— WHAT IS NEEDED —
Every record that appears below should be transcribed exactly.

— ENTRIES SHOWN —
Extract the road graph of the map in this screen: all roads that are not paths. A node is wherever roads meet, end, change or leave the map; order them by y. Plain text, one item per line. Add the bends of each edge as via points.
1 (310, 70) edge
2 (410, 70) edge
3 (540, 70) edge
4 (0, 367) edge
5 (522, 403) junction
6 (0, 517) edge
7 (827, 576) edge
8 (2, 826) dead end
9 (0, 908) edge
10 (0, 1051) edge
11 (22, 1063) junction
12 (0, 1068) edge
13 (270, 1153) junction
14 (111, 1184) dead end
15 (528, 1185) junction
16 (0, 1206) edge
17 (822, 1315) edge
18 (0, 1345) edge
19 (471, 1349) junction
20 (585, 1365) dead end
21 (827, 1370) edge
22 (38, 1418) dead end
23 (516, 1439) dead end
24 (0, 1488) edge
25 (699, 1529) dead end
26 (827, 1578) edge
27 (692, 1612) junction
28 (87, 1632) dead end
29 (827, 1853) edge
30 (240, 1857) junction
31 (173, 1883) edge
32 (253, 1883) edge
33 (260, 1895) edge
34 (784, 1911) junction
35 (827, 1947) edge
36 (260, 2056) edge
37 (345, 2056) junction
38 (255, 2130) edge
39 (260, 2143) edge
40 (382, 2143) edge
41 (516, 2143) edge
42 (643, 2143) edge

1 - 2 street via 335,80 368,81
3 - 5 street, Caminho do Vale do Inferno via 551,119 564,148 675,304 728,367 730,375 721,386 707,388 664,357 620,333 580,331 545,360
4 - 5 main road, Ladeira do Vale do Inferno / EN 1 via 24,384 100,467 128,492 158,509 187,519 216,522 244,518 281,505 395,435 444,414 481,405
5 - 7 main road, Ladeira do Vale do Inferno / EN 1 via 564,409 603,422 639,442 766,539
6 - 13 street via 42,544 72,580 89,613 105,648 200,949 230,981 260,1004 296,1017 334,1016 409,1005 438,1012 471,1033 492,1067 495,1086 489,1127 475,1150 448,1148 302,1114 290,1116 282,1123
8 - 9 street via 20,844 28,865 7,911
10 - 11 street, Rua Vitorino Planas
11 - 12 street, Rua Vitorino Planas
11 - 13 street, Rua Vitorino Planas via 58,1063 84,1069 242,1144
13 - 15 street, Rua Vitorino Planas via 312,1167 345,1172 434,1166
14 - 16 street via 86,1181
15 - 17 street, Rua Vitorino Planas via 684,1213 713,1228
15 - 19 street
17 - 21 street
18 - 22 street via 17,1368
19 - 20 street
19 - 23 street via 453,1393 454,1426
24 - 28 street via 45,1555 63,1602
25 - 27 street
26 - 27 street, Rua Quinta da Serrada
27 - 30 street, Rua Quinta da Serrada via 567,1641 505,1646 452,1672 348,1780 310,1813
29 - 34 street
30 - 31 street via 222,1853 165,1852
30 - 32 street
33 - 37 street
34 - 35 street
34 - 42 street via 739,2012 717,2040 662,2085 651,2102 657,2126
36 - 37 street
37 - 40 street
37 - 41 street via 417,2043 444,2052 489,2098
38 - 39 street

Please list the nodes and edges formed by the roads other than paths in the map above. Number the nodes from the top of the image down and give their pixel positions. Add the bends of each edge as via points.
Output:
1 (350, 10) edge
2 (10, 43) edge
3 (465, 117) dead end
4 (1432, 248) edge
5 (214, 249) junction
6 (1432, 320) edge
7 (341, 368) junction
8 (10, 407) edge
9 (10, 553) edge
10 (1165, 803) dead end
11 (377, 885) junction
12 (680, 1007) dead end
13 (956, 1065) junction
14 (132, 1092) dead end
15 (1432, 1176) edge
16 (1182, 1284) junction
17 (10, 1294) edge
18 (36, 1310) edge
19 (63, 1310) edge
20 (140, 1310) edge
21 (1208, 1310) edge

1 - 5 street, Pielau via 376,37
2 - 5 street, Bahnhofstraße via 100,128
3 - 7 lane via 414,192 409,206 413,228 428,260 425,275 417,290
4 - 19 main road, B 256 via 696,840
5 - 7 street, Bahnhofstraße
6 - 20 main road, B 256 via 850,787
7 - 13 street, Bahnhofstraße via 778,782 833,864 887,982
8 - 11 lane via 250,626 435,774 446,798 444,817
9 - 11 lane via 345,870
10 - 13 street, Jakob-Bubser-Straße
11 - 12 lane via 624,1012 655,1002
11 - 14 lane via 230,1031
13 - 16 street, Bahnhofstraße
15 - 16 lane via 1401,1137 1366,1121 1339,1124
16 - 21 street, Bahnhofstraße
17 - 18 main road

— RESPONSE TO THE EXERCISE —
Extract the road graph of the map in this screen: all roads that are not paths. A node is wherever roads meet, end, change or leave the map; order them by y. Plain text, one item per line. Add the bends of each edge as via points.
1 (310, 70) edge
2 (410, 70) edge
3 (540, 70) edge
4 (0, 367) edge
5 (522, 403) junction
6 (0, 517) edge
7 (827, 576) edge
8 (2, 826) dead end
9 (0, 908) edge
10 (0, 1051) edge
11 (22, 1063) junction
12 (0, 1068) edge
13 (270, 1153) junction
14 (111, 1184) dead end
15 (528, 1185) junction
16 (0, 1206) edge
17 (822, 1315) edge
18 (0, 1345) edge
19 (471, 1349) junction
20 (585, 1365) dead end
21 (827, 1370) edge
22 (38, 1418) dead end
23 (516, 1439) dead end
24 (0, 1488) edge
25 (699, 1529) dead end
26 (827, 1578) edge
27 (692, 1612) junction
28 (87, 1632) dead end
29 (827, 1853) edge
30 (240, 1857) junction
31 (173, 1883) edge
32 (253, 1883) edge
33 (260, 1895) edge
34 (784, 1911) junction
35 (827, 1947) edge
36 (260, 2056) edge
37 (345, 2056) junction
38 (255, 2130) edge
39 (260, 2143) edge
40 (382, 2143) edge
41 (516, 2143) edge
42 (643, 2143) edge

1 - 2 street via 335,80 368,81
3 - 5 street, Caminho do Vale do Inferno via 551,119 564,148 675,304 728,367 730,375 721,386 707,388 664,357 620,333 580,331 545,360
4 - 5 main road, Ladeira do Vale do Inferno / EN 1 via 24,384 100,467 128,492 158,509 187,519 216,522 244,518 281,505 395,435 444,414 481,405
5 - 7 main road, Ladeira do Vale do Inferno / EN 1 via 564,409 603,422 639,442 766,539
6 - 13 street via 42,544 72,580 89,613 105,648 200,949 230,981 260,1004 296,1017 334,1016 409,1005 438,1012 471,1033 492,1067 495,1086 489,1127 475,1150 448,1148 302,1114 290,1116 282,1123
8 - 9 street via 20,844 28,865 7,911
10 - 11 street, Rua Vitorino Planas
11 - 12 street, Rua Vitorino Planas
11 - 13 street, Rua Vitorino Planas via 58,1063 84,1069 242,1144
13 - 15 street, Rua Vitorino Planas via 312,1167 345,1172 434,1166
14 - 16 street via 86,1181
15 - 17 street, Rua Vitorino Planas via 684,1213 713,1228
15 - 19 street
17 - 21 street
18 - 22 street via 17,1368
19 - 20 street
19 - 23 street via 453,1393 454,1426
24 - 28 street via 45,1555 63,1602
25 - 27 street
26 - 27 street, Rua Quinta da Serrada
27 - 30 street, Rua Quinta da Serrada via 567,1641 505,1646 452,1672 348,1780 310,1813
29 - 34 street
30 - 31 street via 222,1853 165,1852
30 - 32 street
33 - 37 street
34 - 35 street
34 - 42 street via 739,2012 717,2040 662,2085 651,2102 657,2126
36 - 37 street
37 - 40 street
37 - 41 street via 417,2043 444,2052 489,2098
38 - 39 street

Please list the nodes and edges formed by the roads other than paths in the map above. Number the nodes from the top of the image down and give their pixel positions. Add the bends of each edge as via points.
Output:
1 (350, 10) edge
2 (10, 43) edge
3 (465, 117) dead end
4 (1432, 248) edge
5 (214, 249) junction
6 (1432, 320) edge
7 (341, 368) junction
8 (10, 407) edge
9 (10, 553) edge
10 (1165, 803) dead end
11 (377, 885) junction
12 (680, 1007) dead end
13 (956, 1065) junction
14 (132, 1092) dead end
15 (1432, 1176) edge
16 (1182, 1284) junction
17 (10, 1294) edge
18 (36, 1310) edge
19 (63, 1310) edge
20 (140, 1310) edge
21 (1208, 1310) edge

1 - 5 street, Pielau via 376,37
2 - 5 street, Bahnhofstraße via 100,128
3 - 7 lane via 414,192 409,206 413,228 428,260 425,275 417,290
4 - 19 main road, B 256 via 696,840
5 - 7 street, Bahnhofstraße
6 - 20 main road, B 256 via 850,787
7 - 13 street, Bahnhofstraße via 778,782 833,864 887,982
8 - 11 lane via 250,626 435,774 446,798 444,817
9 - 11 lane via 345,870
10 - 13 street, Jakob-Bubser-Straße
11 - 12 lane via 624,1012 655,1002
11 - 14 lane via 230,1031
13 - 16 street, Bahnhofstraße
15 - 16 lane via 1401,1137 1366,1121 1339,1124
16 - 21 street, Bahnhofstraße
17 - 18 main road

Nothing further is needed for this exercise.